-- Data for this task follows --

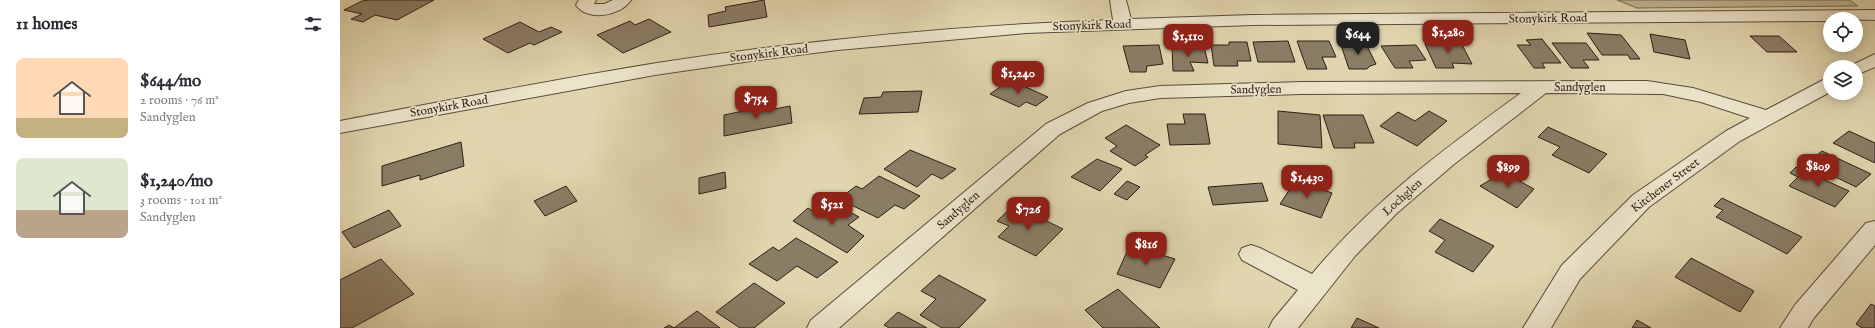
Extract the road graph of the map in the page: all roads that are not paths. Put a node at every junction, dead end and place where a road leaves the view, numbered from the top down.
1 (588, 0) edge
2 (623, 0) edge
3 (1118, 0) edge
4 (1869, 0) edge
5 (1875, 4) edge
6 (1875, 15) edge
7 (1123, 24) junction
8 (1875, 60) edge
9 (1863, 66) edge
10 (1542, 87) junction
11 (1823, 88) edge
12 (1768, 118) junction
13 (340, 127) edge
14 (1875, 229) edge
15 (1251, 254) dead end
16 (1315, 287) junction
17 (821, 328) edge
18 (1283, 328) edge
19 (1537, 328) edge
20 (1794, 328) edge

1 - 2 street
3 - 7 street
4 - 5 street
6 - 7 street, Stonykirk Road
7 - 13 street, Stonykirk Road
8 - 9 street
10 - 12 street, Sandyglen
10 - 16 street, Lochglen
10 - 17 street, Sandyglen
11 - 12 street, Kitchener Street
12 - 19 street, Kitchener Street
14 - 20 street
15 - 16 street
16 - 18 street, Lochglen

-- Data for this task concluded --

Repeat the data exactly as given. Keep every picture out of the copy.

◆ Task solution:
Extract the road graph of the map in the page: all roads that are not paths. Put a node at every junction, dead end and place where a road leaves the view, numbered from the top down.
1 (588, 0) edge
2 (623, 0) edge
3 (1118, 0) edge
4 (1869, 0) edge
5 (1875, 4) edge
6 (1875, 15) edge
7 (1123, 24) junction
8 (1875, 60) edge
9 (1863, 66) edge
10 (1542, 87) junction
11 (1823, 88) edge
12 (1768, 118) junction
13 (340, 127) edge
14 (1875, 229) edge
15 (1251, 254) dead end
16 (1315, 287) junction
17 (821, 328) edge
18 (1283, 328) edge
19 (1537, 328) edge
20 (1794, 328) edge

1 - 2 street
3 - 7 street
4 - 5 street
6 - 7 street, Stonykirk Road
7 - 13 street, Stonykirk Road
8 - 9 street
10 - 12 street, Sandyglen
10 - 16 street, Lochglen
10 - 17 street, Sandyglen
11 - 12 street, Kitchener Street
12 - 19 street, Kitchener Street
14 - 20 street
15 - 16 street
16 - 18 street, Lochglen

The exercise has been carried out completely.